• **Supplied entries**:
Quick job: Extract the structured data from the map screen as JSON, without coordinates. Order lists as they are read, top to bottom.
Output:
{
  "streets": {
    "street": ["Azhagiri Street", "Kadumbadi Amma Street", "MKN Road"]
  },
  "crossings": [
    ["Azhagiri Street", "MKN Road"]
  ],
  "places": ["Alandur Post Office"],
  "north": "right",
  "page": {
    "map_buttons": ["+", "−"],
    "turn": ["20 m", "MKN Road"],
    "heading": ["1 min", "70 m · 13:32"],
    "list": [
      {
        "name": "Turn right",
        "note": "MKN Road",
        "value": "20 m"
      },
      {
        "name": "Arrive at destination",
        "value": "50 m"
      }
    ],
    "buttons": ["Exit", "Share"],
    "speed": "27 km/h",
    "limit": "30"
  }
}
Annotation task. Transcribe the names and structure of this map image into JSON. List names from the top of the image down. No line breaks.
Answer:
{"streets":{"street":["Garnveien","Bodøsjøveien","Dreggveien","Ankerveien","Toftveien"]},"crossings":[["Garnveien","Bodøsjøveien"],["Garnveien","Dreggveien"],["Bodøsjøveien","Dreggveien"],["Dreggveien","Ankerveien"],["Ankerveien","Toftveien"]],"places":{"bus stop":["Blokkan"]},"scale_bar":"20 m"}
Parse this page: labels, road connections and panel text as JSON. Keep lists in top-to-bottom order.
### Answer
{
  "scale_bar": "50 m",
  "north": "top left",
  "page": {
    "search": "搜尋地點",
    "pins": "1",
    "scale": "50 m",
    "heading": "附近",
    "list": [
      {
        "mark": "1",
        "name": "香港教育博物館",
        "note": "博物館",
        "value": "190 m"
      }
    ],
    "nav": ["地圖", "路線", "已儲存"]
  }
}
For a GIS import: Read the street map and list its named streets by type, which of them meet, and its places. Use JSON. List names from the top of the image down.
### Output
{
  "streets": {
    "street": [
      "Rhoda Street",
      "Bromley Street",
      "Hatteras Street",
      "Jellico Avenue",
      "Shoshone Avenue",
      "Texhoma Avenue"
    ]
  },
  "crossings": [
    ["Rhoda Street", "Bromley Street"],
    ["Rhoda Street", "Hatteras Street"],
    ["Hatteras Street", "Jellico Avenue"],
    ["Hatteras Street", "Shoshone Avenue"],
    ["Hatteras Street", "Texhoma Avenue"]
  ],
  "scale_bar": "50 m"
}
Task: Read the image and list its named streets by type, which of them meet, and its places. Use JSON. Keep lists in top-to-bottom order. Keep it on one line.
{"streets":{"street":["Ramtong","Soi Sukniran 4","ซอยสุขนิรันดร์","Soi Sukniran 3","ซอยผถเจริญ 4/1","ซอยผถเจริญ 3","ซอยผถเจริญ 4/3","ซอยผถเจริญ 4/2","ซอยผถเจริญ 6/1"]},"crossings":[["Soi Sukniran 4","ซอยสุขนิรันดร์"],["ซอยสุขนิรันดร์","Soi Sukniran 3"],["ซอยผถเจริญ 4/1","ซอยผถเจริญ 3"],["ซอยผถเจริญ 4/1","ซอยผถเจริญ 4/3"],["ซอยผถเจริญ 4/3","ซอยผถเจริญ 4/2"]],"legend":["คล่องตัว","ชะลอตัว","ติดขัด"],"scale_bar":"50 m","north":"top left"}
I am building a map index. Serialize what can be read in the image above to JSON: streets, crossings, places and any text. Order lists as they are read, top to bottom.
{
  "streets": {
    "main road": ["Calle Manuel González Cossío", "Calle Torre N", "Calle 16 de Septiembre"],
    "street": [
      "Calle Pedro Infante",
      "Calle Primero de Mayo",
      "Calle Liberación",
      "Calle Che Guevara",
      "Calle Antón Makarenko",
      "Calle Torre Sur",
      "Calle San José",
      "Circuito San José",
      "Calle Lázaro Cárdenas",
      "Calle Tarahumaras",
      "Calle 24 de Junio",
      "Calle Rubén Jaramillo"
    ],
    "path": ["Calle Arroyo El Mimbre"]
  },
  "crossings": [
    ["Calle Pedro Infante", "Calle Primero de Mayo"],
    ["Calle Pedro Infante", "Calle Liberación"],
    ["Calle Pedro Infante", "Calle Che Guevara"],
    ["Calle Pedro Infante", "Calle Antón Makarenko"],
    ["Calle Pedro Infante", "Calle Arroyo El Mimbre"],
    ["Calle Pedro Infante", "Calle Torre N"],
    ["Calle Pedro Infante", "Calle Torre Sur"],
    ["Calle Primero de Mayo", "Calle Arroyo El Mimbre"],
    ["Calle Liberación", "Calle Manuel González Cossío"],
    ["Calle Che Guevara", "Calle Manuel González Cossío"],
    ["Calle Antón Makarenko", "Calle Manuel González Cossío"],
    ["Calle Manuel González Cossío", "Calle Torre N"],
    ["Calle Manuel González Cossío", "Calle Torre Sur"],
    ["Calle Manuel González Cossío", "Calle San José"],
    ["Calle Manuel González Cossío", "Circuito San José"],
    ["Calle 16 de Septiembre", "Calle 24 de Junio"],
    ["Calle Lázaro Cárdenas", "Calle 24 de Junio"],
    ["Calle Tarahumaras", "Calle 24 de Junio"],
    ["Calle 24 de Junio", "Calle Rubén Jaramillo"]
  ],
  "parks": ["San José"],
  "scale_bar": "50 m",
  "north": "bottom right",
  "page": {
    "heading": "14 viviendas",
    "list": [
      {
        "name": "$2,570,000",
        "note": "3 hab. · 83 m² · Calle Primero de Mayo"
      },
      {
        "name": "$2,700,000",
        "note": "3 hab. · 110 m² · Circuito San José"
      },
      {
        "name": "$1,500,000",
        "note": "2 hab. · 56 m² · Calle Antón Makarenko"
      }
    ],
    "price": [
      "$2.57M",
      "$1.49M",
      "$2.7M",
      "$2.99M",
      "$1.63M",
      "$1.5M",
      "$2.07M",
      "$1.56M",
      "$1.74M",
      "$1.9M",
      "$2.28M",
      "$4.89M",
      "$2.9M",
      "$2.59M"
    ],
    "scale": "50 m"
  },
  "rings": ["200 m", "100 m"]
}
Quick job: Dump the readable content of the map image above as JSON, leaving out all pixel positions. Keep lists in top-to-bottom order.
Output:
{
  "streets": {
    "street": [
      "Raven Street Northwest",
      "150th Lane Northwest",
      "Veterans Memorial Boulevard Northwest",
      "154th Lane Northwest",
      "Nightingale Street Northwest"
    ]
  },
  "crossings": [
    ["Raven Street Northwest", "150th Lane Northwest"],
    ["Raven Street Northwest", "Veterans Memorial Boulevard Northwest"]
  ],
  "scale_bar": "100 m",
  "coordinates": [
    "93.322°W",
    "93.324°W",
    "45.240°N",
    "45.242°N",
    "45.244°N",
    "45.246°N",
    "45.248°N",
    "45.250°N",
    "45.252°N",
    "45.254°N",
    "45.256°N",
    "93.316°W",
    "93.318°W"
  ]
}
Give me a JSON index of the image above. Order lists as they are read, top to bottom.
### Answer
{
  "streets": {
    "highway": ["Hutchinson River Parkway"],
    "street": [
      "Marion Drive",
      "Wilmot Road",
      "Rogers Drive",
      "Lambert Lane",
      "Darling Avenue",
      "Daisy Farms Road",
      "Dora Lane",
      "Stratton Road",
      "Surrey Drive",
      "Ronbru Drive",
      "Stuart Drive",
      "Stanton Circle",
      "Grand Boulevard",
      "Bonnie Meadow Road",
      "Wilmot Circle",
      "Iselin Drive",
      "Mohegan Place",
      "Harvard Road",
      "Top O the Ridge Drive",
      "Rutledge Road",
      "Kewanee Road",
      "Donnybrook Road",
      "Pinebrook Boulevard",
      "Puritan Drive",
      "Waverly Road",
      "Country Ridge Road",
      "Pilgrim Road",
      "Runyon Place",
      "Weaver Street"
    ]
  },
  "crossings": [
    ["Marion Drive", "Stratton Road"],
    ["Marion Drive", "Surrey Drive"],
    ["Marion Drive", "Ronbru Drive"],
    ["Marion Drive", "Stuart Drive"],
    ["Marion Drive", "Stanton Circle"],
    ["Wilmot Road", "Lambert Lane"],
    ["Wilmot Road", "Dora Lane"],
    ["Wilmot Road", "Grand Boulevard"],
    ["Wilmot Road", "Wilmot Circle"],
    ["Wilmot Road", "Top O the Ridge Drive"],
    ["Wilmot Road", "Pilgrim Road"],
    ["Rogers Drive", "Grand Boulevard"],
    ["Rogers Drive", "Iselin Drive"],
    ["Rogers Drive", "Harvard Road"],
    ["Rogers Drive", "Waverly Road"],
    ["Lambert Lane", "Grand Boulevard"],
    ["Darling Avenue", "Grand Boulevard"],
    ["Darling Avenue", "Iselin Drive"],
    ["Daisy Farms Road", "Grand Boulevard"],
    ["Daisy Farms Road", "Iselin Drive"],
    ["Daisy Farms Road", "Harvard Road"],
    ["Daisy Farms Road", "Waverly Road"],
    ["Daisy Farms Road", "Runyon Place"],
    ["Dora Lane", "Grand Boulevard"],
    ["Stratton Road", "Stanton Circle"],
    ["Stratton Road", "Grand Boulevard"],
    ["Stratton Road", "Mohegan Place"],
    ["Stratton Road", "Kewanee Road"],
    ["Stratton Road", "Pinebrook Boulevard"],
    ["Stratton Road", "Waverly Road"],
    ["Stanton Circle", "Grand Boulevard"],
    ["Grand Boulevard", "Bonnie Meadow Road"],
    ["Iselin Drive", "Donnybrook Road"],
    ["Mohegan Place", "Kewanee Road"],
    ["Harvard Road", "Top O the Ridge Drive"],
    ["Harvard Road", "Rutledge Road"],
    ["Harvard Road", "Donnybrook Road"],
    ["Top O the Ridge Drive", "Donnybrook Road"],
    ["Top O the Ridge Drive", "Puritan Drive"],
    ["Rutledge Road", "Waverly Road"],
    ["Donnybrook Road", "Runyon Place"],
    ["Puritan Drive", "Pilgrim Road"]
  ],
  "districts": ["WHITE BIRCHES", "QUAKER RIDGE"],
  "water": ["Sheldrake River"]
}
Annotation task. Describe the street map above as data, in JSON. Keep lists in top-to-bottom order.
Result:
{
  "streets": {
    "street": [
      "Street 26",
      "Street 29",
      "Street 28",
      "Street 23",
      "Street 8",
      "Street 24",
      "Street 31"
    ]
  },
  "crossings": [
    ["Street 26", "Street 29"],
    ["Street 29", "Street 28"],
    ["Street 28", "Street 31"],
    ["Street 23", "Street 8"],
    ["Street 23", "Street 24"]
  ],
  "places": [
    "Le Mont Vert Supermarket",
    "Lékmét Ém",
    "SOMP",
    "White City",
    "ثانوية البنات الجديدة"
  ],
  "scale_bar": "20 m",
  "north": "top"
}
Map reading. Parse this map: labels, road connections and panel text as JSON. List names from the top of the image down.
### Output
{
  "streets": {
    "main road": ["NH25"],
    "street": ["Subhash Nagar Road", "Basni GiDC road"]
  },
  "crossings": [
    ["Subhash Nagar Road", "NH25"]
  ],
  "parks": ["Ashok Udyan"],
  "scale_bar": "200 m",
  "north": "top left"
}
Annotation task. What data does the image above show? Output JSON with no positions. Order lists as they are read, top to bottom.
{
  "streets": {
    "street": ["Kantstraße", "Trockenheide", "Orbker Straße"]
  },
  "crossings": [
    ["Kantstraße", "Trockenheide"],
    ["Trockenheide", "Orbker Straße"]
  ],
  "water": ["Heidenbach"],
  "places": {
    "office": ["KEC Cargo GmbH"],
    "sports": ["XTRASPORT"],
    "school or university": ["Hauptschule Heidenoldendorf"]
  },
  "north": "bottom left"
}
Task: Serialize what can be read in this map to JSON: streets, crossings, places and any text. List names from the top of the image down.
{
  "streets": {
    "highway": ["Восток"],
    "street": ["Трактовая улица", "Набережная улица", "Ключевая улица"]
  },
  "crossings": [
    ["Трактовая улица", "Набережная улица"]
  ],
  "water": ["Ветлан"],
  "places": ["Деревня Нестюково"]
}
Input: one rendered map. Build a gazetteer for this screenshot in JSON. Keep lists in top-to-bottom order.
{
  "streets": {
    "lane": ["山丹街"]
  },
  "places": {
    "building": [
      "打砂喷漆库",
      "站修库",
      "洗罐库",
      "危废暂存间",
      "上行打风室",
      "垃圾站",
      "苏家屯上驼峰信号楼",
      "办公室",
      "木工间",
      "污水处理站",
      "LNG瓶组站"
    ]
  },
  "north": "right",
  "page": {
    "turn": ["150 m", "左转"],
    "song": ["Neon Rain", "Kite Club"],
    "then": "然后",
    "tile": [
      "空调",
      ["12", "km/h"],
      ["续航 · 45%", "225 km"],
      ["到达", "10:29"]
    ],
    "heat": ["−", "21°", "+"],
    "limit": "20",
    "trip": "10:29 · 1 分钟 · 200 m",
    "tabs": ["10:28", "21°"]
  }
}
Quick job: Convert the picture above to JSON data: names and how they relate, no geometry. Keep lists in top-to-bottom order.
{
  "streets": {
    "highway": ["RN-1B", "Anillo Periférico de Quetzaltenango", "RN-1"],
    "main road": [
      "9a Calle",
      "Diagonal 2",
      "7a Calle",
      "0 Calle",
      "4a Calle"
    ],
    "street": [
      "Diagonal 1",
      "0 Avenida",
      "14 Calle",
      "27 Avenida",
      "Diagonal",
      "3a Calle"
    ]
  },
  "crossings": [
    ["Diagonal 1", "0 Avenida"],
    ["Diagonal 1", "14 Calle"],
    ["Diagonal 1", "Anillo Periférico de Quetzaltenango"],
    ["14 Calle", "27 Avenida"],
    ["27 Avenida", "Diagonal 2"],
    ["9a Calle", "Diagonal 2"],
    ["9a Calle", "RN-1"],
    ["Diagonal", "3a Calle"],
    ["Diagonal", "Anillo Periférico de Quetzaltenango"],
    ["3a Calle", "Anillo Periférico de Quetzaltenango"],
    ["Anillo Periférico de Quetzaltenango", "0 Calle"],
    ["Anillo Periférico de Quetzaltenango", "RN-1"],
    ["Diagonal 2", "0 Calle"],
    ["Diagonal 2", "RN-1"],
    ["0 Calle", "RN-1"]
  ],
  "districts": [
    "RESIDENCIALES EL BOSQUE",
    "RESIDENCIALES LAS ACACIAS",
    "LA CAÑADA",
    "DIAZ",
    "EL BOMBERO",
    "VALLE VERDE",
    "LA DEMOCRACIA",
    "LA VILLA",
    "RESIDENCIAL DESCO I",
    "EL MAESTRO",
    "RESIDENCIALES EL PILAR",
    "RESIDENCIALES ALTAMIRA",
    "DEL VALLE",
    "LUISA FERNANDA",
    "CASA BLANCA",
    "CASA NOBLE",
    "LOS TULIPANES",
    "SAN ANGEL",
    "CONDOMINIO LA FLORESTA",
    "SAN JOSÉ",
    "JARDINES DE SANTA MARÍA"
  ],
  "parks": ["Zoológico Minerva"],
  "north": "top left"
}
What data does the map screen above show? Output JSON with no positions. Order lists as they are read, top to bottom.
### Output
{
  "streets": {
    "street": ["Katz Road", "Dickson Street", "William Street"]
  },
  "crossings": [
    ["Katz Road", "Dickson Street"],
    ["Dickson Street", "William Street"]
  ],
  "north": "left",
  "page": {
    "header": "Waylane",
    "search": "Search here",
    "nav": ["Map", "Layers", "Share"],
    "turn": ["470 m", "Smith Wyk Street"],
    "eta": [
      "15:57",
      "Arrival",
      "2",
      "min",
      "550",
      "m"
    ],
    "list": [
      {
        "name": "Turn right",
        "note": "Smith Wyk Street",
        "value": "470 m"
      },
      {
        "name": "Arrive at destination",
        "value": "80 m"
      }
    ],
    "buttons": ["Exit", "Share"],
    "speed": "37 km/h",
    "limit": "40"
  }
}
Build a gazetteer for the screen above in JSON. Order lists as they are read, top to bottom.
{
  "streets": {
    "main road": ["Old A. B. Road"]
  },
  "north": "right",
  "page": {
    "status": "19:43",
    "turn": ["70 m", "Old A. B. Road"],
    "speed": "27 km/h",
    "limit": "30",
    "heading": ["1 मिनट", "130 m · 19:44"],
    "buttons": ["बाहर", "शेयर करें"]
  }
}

• **Problem**: Go through the material above and report each line containing "Katz".

• **Response for this exercise**:
    "street": ["Katz Road", "Dickson Street", "William Street"]
    ["Katz Road", "Dickson Street"],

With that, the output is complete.